:: Task brief ::
Return only the number of lines in the material below holding the string "down".

:: Exercise data ::
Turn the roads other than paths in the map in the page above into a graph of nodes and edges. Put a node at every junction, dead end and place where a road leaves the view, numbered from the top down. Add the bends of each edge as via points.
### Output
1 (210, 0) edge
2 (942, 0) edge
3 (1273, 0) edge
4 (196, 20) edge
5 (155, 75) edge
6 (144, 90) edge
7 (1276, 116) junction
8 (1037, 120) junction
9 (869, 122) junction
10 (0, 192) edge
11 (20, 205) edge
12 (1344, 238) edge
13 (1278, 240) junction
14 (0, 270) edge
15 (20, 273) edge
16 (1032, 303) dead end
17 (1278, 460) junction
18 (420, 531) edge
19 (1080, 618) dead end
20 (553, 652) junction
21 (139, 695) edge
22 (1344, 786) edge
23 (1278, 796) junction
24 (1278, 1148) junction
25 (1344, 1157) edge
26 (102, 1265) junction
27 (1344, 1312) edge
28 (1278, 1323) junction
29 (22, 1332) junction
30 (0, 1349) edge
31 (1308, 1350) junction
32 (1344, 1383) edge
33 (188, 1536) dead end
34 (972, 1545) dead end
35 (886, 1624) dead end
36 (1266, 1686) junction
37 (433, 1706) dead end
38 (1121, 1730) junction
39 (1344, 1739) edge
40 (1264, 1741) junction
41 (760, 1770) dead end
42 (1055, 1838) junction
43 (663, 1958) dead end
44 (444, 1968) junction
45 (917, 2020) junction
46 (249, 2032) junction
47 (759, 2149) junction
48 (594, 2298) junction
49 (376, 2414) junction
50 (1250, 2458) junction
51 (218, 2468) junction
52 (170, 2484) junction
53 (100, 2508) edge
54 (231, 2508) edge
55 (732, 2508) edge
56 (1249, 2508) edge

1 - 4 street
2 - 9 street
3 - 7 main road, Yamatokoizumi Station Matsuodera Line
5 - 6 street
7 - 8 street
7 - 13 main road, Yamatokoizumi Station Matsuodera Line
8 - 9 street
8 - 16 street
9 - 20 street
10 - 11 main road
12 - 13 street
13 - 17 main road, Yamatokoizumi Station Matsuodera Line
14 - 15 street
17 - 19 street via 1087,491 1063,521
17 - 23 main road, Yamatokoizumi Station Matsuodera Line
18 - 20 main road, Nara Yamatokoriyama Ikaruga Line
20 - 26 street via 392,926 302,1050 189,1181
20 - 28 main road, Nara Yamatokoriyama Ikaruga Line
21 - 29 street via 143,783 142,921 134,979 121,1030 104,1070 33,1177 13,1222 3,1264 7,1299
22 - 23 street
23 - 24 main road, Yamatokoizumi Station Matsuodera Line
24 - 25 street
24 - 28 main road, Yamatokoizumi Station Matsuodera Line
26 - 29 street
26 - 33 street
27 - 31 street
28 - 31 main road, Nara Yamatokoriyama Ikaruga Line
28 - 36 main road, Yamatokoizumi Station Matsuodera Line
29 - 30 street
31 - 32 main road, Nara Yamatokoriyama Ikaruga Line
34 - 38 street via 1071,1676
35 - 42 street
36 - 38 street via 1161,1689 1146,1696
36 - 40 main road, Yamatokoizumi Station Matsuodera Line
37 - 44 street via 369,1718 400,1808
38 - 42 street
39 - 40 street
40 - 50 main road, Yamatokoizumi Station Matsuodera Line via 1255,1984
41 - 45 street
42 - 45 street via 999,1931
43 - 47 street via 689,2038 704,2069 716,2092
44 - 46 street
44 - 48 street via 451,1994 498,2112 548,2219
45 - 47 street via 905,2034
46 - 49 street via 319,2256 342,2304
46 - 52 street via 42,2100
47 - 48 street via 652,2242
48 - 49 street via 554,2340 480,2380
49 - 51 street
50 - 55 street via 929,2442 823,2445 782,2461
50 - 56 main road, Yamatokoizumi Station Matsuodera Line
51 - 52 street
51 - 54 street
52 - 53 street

...

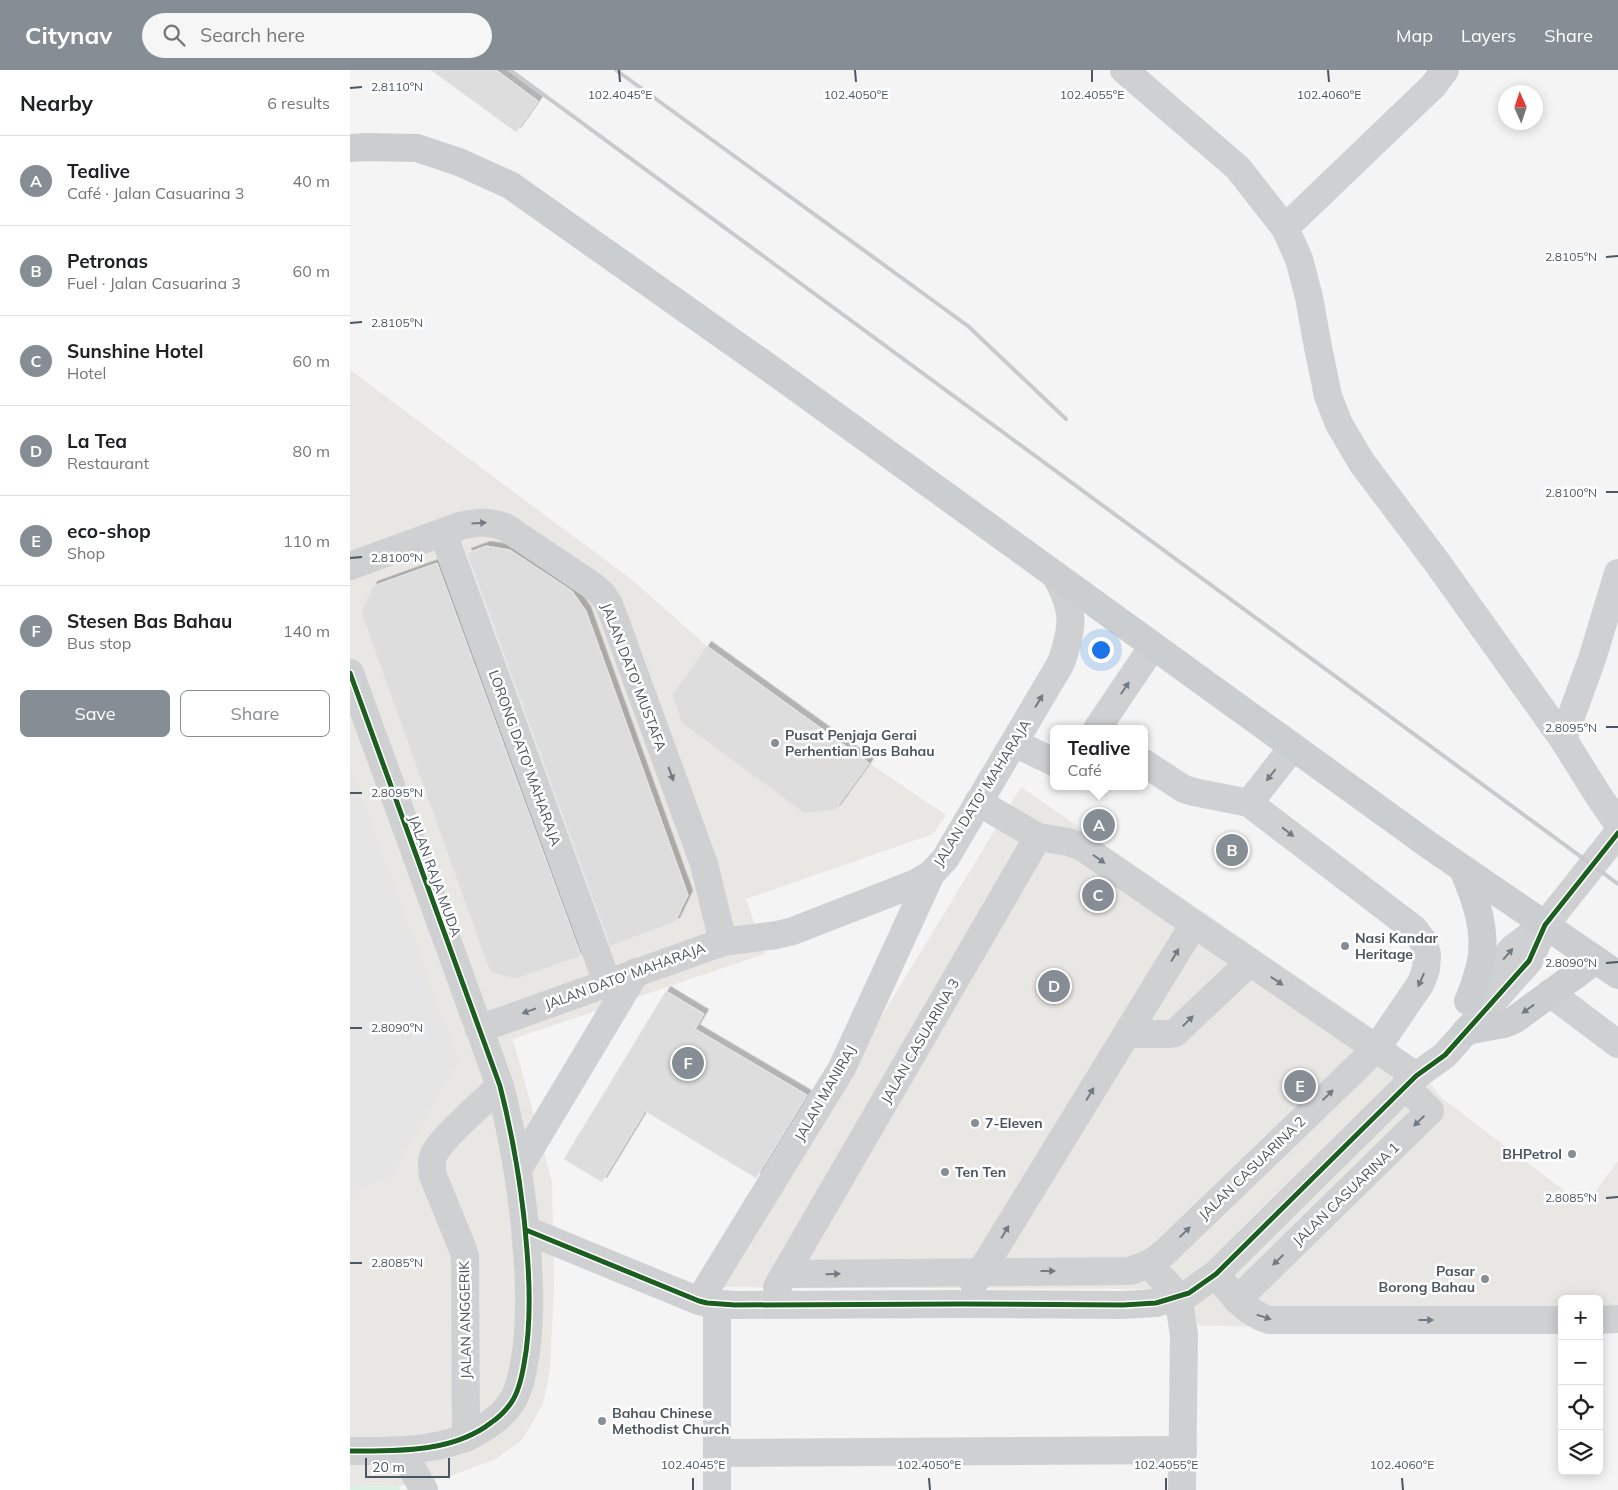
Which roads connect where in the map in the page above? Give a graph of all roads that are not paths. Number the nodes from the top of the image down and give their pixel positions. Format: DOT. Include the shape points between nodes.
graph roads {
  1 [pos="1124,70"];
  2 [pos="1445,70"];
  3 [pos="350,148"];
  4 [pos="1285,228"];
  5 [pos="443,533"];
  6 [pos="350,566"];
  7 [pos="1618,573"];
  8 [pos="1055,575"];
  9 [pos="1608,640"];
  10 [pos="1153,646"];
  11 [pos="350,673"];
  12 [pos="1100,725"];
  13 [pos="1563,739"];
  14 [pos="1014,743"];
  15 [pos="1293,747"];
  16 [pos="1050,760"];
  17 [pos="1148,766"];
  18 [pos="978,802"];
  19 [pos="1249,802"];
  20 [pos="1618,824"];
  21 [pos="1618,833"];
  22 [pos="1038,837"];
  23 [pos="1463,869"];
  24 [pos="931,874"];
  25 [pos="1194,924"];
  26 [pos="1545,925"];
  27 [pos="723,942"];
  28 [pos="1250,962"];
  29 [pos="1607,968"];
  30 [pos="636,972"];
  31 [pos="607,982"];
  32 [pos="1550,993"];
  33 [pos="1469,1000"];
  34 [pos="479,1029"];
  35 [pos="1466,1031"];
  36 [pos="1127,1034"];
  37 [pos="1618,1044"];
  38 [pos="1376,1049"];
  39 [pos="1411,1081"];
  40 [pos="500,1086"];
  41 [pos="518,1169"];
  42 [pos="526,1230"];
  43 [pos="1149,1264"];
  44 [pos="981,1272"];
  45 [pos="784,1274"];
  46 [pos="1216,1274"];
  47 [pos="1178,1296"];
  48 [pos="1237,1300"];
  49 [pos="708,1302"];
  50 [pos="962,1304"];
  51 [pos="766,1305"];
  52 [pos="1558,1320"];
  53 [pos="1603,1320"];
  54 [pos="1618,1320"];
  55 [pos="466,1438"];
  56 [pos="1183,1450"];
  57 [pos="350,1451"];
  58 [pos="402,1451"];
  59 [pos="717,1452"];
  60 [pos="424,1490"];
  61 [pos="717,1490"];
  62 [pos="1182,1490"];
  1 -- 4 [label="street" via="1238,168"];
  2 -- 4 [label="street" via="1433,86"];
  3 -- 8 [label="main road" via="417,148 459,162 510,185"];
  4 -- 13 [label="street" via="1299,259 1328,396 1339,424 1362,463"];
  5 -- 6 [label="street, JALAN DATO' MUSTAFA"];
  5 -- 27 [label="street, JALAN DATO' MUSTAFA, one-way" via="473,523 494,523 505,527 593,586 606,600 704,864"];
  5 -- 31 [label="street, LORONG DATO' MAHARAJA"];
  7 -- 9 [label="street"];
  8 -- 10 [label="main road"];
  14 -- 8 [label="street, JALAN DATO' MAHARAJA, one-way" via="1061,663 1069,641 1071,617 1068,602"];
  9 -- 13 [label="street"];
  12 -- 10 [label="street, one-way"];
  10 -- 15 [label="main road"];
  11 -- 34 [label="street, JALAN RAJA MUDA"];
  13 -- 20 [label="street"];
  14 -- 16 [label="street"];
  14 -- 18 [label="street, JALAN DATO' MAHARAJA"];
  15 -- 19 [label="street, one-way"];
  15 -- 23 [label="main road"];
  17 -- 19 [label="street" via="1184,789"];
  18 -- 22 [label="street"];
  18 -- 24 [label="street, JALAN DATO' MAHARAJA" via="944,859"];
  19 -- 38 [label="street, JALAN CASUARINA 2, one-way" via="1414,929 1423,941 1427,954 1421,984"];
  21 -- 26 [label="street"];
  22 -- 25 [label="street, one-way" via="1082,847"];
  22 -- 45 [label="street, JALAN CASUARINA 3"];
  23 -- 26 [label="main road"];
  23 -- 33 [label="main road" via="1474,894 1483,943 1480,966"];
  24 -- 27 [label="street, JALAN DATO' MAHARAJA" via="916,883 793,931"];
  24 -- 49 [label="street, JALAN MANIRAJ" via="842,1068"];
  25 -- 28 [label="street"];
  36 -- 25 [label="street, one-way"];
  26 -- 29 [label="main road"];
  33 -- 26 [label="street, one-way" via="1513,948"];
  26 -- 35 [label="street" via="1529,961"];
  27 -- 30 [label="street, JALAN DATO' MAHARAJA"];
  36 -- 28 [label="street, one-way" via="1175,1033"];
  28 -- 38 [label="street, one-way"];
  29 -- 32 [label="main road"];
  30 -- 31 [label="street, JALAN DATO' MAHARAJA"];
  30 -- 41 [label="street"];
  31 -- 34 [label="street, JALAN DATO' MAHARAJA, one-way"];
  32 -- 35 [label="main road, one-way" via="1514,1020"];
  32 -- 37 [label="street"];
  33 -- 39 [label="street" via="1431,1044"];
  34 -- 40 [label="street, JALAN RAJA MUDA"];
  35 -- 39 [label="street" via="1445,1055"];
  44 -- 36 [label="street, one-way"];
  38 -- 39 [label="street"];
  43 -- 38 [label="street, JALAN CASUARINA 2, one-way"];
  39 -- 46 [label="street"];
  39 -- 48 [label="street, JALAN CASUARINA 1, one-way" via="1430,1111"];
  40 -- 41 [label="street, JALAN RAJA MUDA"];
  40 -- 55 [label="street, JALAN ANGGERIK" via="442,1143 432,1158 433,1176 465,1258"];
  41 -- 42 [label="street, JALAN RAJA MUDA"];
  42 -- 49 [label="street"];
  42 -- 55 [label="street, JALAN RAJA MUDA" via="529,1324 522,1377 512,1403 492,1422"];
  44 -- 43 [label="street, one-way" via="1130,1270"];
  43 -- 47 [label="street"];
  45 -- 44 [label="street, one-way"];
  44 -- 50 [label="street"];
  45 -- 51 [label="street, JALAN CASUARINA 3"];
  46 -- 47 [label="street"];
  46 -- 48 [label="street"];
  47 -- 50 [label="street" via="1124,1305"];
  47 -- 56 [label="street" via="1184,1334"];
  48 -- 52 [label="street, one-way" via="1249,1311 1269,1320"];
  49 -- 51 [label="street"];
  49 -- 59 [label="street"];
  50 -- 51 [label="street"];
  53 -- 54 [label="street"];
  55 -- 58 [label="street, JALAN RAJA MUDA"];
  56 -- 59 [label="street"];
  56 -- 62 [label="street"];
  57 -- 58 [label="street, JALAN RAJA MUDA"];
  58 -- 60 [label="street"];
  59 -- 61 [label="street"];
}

:: Written solution ::
2